Vertical alignment in SharePoint table cells

Is there a way to set vertical alignment in SharePoint modern view table cells?

 

Issue is that when one cell has a lot of text, it expands the row vertically. Then all of the other cells on the row that have brief information are center-aligned vertically. It makes for awkward display and reading.  I would like to make a setting to vertically align all text to display at the top of the cell.

  • cgeissler's avatar
    cgeissler
    Copper Contributor
    I don't understand how this is not already a feature. We have recently started using SharePoint Online Modern Pages and use tables extensively for tabular data (not layout). It appears middle vertical alignment is the only choice? If you have cells with lots of text, then all the other cells in a row align to the middle of the tallest row.
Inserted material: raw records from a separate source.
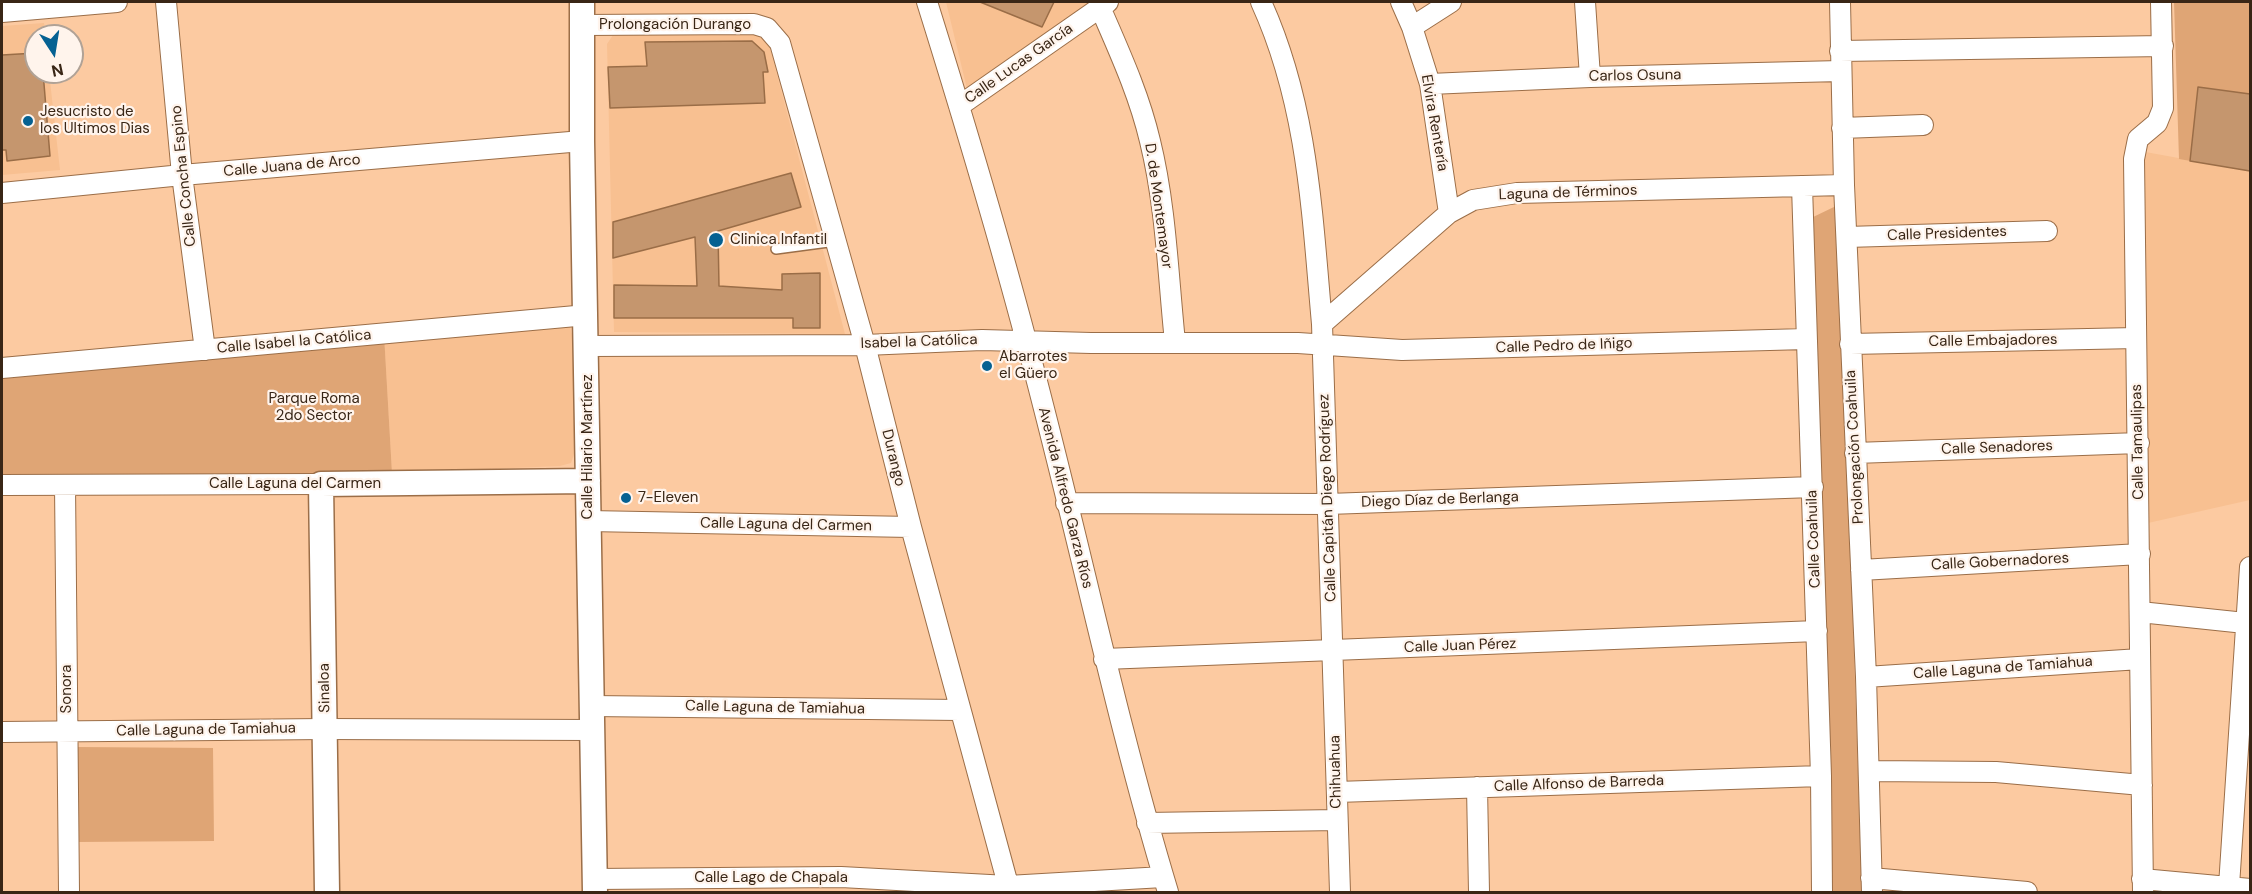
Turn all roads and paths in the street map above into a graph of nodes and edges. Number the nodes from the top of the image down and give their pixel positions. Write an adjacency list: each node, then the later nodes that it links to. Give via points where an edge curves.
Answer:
1 (117, 2): 11 (street)
2 (166, 2): 24 (street, Calle Concha Espino)
3 (927, 2): 20 (street, Avenida Alfredo Garza Ríos)
4 (1261, 2): 34 (street, via 1289,76 1305,151)
5 (1401, 2): 13 (street, Elvira Rentería)
6 (1451, 2): 13 (street)
7 (1585, 2): 18 (street)
8 (1840, 2): 16 (street, Prolongación Coahuila)
9 (2161, 2): 15 (street, Calle Tamaulipas)
10 (1104, 4): 20 (street, Calle Lucas García); 38 (street, D. de Montemayor, via 1140,104 1156,170)
11 (2, 12)
12 (583, 13): 14 (street, Prolongación Durango); 23 (street, Calle Hilario Martínez)
13 (1412, 27): 19 (street, Elvira Rentería)
14 (767, 28): 31 (street, Durango, via 780,43 784,55)
15 (2163, 46): 16 (street); 35 (street, Calle Tamaulipas, via 2161,117 2138,139 2135,152)
16 (1840, 51): 17 (street, Prolongación Coahuila)
17 (1840, 71): 18 (street, Carlos Osuna); 22 (street, Prolongación Coahuila)
18 (1590, 77): 19 (street, Carlos Osuna)
19 (1430, 84): 28 (street, Elvira Rentería)
20 (959, 106): 37 (street, Avenida Alfredo Garza Ríos)
21 (1923, 126): 22 (street)
22 (1842, 128): 25 (street, Prolongación Coahuila)
23 (582, 141): 24 (street, Calle Juana de Arco); 33 (street, Calle Hilario Martínez)
24 (182, 175): 27 (street, Calle Juana de Arco); 43 (street, Calle Concha Espino)
25 (1844, 185): 26 (street, Laguna de Términos); 30 (street, Prolongación Coahuila)
26 (1802, 186): 28 (street, Laguna de Términos, via 1517,194 1473,200); 36 (street, Calle Coahuila)
27 (2, 193)
28 (1449, 213): 34 (street, Laguna de Términos)
29 (2047, 231): 30 (street, Calle Presidentes)
30 (1847, 237): 40 (street, Prolongación Coahuila)
31 (836, 242): 32 (lane); 41 (street, Durango)
32 (776, 249)
33 (586, 315): 42 (street, Calle Hilario Martínez); 43 (street, Calle Isabel la Católica)
34 (1322, 324): 39 (street)
35 (2136, 338): 40 (street, Calle Embajadores); 45 (street, Calle Tamaulipas)
36 (1806, 339): 39 (street, Calle Pedro de Iñigo, via 1402,350); 51 (street, Calle Coahuila)
37 (1027, 341): 38 (street, Isabel la Católica); 41 (street, Isabel la Católica); 52 (street, Avenida Alfredo Garza Ríos)
38 (1175, 342): 39 (street, Isabel la Católica)
39 (1323, 344): 53 (street, Calle Capitán Diego Rodríguez)
40 (1850, 344): 46 (street, Prolongación Coahuila)
41 (865, 345): 42 (street, Isabel la Católica); 55 (street, Durango)
42 (587, 346): 47 (street, Calle Hilario Martínez)
43 (205, 350): 44 (street, Calle Isabel la Católica)
44 (2, 368)
45 (2139, 443): 46 (street, Calle Senadores); 56 (street, Calle Tamaulipas)
46 (1855, 453): 58 (street, Prolongación Coahuila)
47 (588, 481): 48 (street, Calle Laguna del Carmen); 54 (street, Calle Hilario Martínez)
48 (321, 484): 50 (street, Calle Laguna del Carmen); 68 (street, Sinaloa)
49 (2, 485): 50 (street, Calle Laguna del Carmen)
50 (65, 485): 70 (street, Sonora)
51 (1812, 487): 53 (street, Diego Díaz de Berlanga); 61 (street, Calle Coahuila)
52 (1066, 503): 53 (street, Diego Díaz de Berlanga); 63 (street, Avenida Alfredo Garza Ríos)
53 (1328, 504): 62 (street, Calle Capitán Diego Rodríguez)
54 (588, 521): 55 (street, Calle Laguna del Carmen); 67 (street, Calle Hilario Martínez)
55 (911, 527): 66 (street, Durango)
56 (2140, 554): 58 (street, Calle Gobernadores); 59 (street, Calle Tamaulipas)
57 (2250, 567): 60 (street)
58 (1860, 570): 65 (street, Prolongación Coahuila)
59 (2140, 612): 60 (street); 64 (street, Calle Tamaulipas)
60 (2245, 623): 82 (street)
61 (1817, 631): 62 (street, Calle Juan Pérez); 72 (street, Calle Coahuila)
62 (1333, 652): 63 (street, Calle Juan Pérez); 75 (street, Chihuahua)
63 (1104, 659): 77 (street, Avenida Alfredo Garza Ríos)
64 (2140, 659): 65 (street, Calle Laguna de Tamiahua); 73 (street, Calle Tamaulipas)
65 (1866, 677): 71 (street, Prolongación Coahuila)
66 (960, 710): 67 (street, Calle Laguna de Tamiahua); 84 (street, Durango)
67 (591, 718): 68 (street, Calle Laguna de Tamiahua); 80 (street, Calle Hilario Martínez)
68 (326, 729): 70 (street, Calle Laguna de Tamiahua); 86 (street, Sinaloa)
69 (2, 732): 70 (street, Calle Laguna de Tamiahua)
70 (67, 732): 85 (street, Sonora)
71 (1869, 771): 73 (street, via 1996,772); 79 (street, Prolongación Coahuila)
72 (1821, 776): 74 (street, Calle Alfonso de Barreda); 89 (street, Calle Coahuila)
73 (2142, 785): 81 (street, Calle Tamaulipas)
74 (1477, 787): 75 (street, Calle Alfonso de Barreda); 88 (street)
75 (1337, 792): 76 (street, Chihuahua)
76 (1337, 820): 77 (street); 87 (street, Chihuahua)
77 (1147, 823): 78 (street, Avenida Alfredo Garza Ríos)
78 (1166, 885): 84 (street, Calle Lago de Chapala)
79 (1872, 885): 90 (street)
80 (595, 886): 84 (street, Calle Lago de Chapala, via 841,877)
81 (2143, 886): 82 (street)
82 (2229, 886): 83 (street)
83 (2250, 889)
84 (1009, 890)
85 (69, 892)
86 (327, 892)
87 (1340, 892)
88 (1479, 892)
89 (1822, 892)
90 (2027, 892)

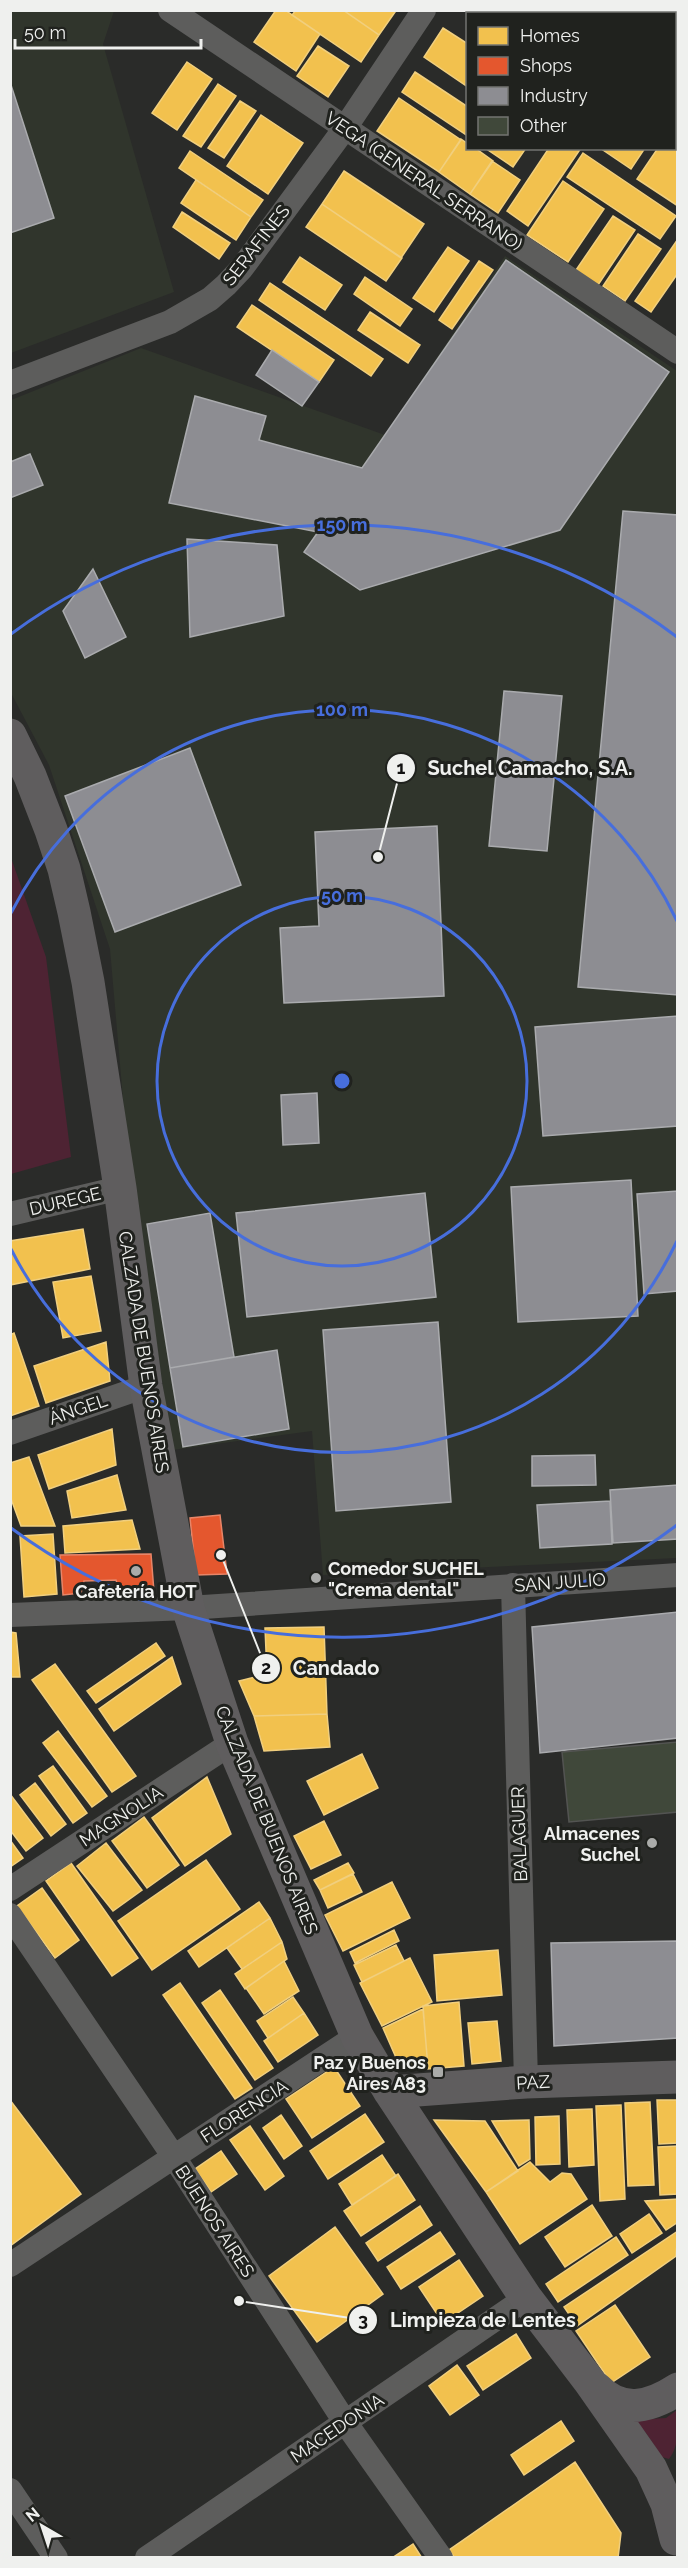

So you might need to scroll up and down to read a full row of data in context.

    This is really poor UI. Old School HTML used valign="top" and CSS uses vertical-align: top; but since Modern Pages don't seem to allow us mere mortals to edit HTML or add CSS, Microsoft's Sharepoint Team may need to solve this.
    • UX_Zorro's avatar
      UX_Zorro
      Copper Contributor

      Fully concur with cgeissler .

       

      Horrific UI.  Makes for a wretched display of information -- often barely usable.

      Vertical alignment is sorely needed.

       

      Compare with Atlassian's Confluence -- night & day.

  • rgpassey's avatar
    rgpassey
    Copper Contributor
    I have a hack-fix for this. Create a table in Microsoft Word. The cells are top justified by default, (go figure) so copy a cell, NOT the content in the cell, but the cell itself. Then paste that cell into a cell in a SharePoint table. The top-justified-ness will stick. Then copy that cell to the entire table, then you can fill in the table content, and it will all be top-justified. Keep in mind, if you add rows or columns, all the new cells will need to be copied over with the modified cells before putting in new content.
    • cgeissler's avatar
      cgeissler
      Copper Contributor

      rgpassey Yes this can be a work-around.  The downside is when you want to update the SharePoint table you might need

      1. to go back to Word,
      2. make changes to text/formatting then
      3. copy and paste the cell/table back into SharePoint to preserve the formatting.
      • rgpassey's avatar
        rgpassey
        Copper Contributor
        In my tests, if I only update the content, or even replace All the content, the formatting stays the same. It's only when the table cell is newly created, or perhaps copied over with another cell w/o the formatting, does the top-justified go away. If you are copying over an entire table, then yes, that can break it, and I would do what you suggest, but with the whole table. But with all minor textual changes, it stays good, so far as I've seen. Maybe you're seeing something different?